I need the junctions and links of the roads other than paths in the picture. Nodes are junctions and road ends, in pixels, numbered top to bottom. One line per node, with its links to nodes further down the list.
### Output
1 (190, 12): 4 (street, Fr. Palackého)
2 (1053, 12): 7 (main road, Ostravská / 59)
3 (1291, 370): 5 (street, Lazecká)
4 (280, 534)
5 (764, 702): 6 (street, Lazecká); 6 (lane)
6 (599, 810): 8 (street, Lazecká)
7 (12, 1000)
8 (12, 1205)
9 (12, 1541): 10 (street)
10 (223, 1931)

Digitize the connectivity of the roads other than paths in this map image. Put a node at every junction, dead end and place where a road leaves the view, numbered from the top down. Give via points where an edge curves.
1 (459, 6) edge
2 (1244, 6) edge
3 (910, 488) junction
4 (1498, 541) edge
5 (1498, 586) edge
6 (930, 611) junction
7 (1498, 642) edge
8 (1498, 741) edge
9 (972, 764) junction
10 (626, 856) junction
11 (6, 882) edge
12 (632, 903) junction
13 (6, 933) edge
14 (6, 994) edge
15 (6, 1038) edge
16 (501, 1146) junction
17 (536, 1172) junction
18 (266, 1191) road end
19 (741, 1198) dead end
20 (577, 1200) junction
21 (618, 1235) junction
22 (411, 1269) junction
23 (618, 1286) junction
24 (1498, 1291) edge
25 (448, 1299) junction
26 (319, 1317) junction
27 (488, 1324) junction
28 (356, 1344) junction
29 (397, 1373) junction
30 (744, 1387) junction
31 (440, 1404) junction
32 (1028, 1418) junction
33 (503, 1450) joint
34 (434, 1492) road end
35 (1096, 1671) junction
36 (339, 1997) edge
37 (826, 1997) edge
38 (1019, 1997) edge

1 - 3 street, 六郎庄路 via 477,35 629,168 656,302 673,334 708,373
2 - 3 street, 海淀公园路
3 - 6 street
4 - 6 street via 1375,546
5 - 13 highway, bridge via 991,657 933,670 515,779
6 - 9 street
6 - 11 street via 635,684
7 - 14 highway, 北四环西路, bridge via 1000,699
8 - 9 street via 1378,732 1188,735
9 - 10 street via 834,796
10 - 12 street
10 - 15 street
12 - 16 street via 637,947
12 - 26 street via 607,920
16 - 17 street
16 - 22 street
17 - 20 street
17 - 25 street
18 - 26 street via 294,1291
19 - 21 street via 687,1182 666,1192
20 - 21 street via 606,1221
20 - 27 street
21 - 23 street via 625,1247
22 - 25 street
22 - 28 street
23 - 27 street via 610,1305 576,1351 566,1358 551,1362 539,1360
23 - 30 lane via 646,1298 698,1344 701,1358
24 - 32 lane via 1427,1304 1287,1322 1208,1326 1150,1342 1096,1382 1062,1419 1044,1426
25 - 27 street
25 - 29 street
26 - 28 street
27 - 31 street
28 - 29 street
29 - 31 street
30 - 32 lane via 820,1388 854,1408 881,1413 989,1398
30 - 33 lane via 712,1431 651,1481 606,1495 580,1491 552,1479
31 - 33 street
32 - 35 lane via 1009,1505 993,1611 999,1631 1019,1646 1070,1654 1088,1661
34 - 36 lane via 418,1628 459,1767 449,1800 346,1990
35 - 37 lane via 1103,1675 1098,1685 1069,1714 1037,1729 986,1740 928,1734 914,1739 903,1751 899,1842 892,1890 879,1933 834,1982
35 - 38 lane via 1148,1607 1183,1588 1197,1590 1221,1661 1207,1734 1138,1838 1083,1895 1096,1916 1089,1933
+ + + + +
# Task details
Each line of the data is to be transcribed exactly, with nothing left out.

# Task result
I need the junctions and links of the roads other than paths in the picture. Nodes are junctions and road ends, in pixels, numbered top to bottom. One line per node, with its links to nodes further down the list.
### Output
1 (190, 12): 4 (street, Fr. Palackého)
2 (1053, 12): 7 (main road, Ostravská / 59)
3 (1291, 370): 5 (street, Lazecká)
4 (280, 534)
5 (764, 702): 6 (street, Lazecká); 6 (lane)
6 (599, 810): 8 (street, Lazecká)
7 (12, 1000)
8 (12, 1205)
9 (12, 1541): 10 (street)
10 (223, 1931)

Digitize the connectivity of the roads other than paths in this map image. Put a node at every junction, dead end and place where a road leaves the view, numbered from the top down. Give via points where an edge curves.
1 (459, 6) edge
2 (1244, 6) edge
3 (910, 488) junction
4 (1498, 541) edge
5 (1498, 586) edge
6 (930, 611) junction
7 (1498, 642) edge
8 (1498, 741) edge
9 (972, 764) junction
10 (626, 856) junction
11 (6, 882) edge
12 (632, 903) junction
13 (6, 933) edge
14 (6, 994) edge
15 (6, 1038) edge
16 (501, 1146) junction
17 (536, 1172) junction
18 (266, 1191) road end
19 (741, 1198) dead end
20 (577, 1200) junction
21 (618, 1235) junction
22 (411, 1269) junction
23 (618, 1286) junction
24 (1498, 1291) edge
25 (448, 1299) junction
26 (319, 1317) junction
27 (488, 1324) junction
28 (356, 1344) junction
29 (397, 1373) junction
30 (744, 1387) junction
31 (440, 1404) junction
32 (1028, 1418) junction
33 (503, 1450) joint
34 (434, 1492) road end
35 (1096, 1671) junction
36 (339, 1997) edge
37 (826, 1997) edge
38 (1019, 1997) edge

1 - 3 street, 六郎庄路 via 477,35 629,168 656,302 673,334 708,373
2 - 3 street, 海淀公园路
3 - 6 street
4 - 6 street via 1375,546
5 - 13 highway, bridge via 991,657 933,670 515,779
6 - 9 street
6 - 11 street via 635,684
7 - 14 highway, 北四环西路, bridge via 1000,699
8 - 9 street via 1378,732 1188,735
9 - 10 street via 834,796
10 - 12 street
10 - 15 street
12 - 16 street via 637,947
12 - 26 street via 607,920
16 - 17 street
16 - 22 street
17 - 20 street
17 - 25 street
18 - 26 street via 294,1291
19 - 21 street via 687,1182 666,1192
20 - 21 street via 606,1221
20 - 27 street
21 - 23 street via 625,1247
22 - 25 street
22 - 28 street
23 - 27 street via 610,1305 576,1351 566,1358 551,1362 539,1360
23 - 30 lane via 646,1298 698,1344 701,1358
24 - 32 lane via 1427,1304 1287,1322 1208,1326 1150,1342 1096,1382 1062,1419 1044,1426
25 - 27 street
25 - 29 street
26 - 28 street
27 - 31 street
28 - 29 street
29 - 31 street
30 - 32 lane via 820,1388 854,1408 881,1413 989,1398
30 - 33 lane via 712,1431 651,1481 606,1495 580,1491 552,1479
31 - 33 street
32 - 35 lane via 1009,1505 993,1611 999,1631 1019,1646 1070,1654 1088,1661
34 - 36 lane via 418,1628 459,1767 449,1800 346,1990
35 - 37 lane via 1103,1675 1098,1685 1069,1714 1037,1729 986,1740 928,1734 914,1739 903,1751 899,1842 892,1890 879,1933 834,1982
35 - 38 lane via 1148,1607 1183,1588 1197,1590 1221,1661 1207,1734 1138,1838 1083,1895 1096,1916 1089,1933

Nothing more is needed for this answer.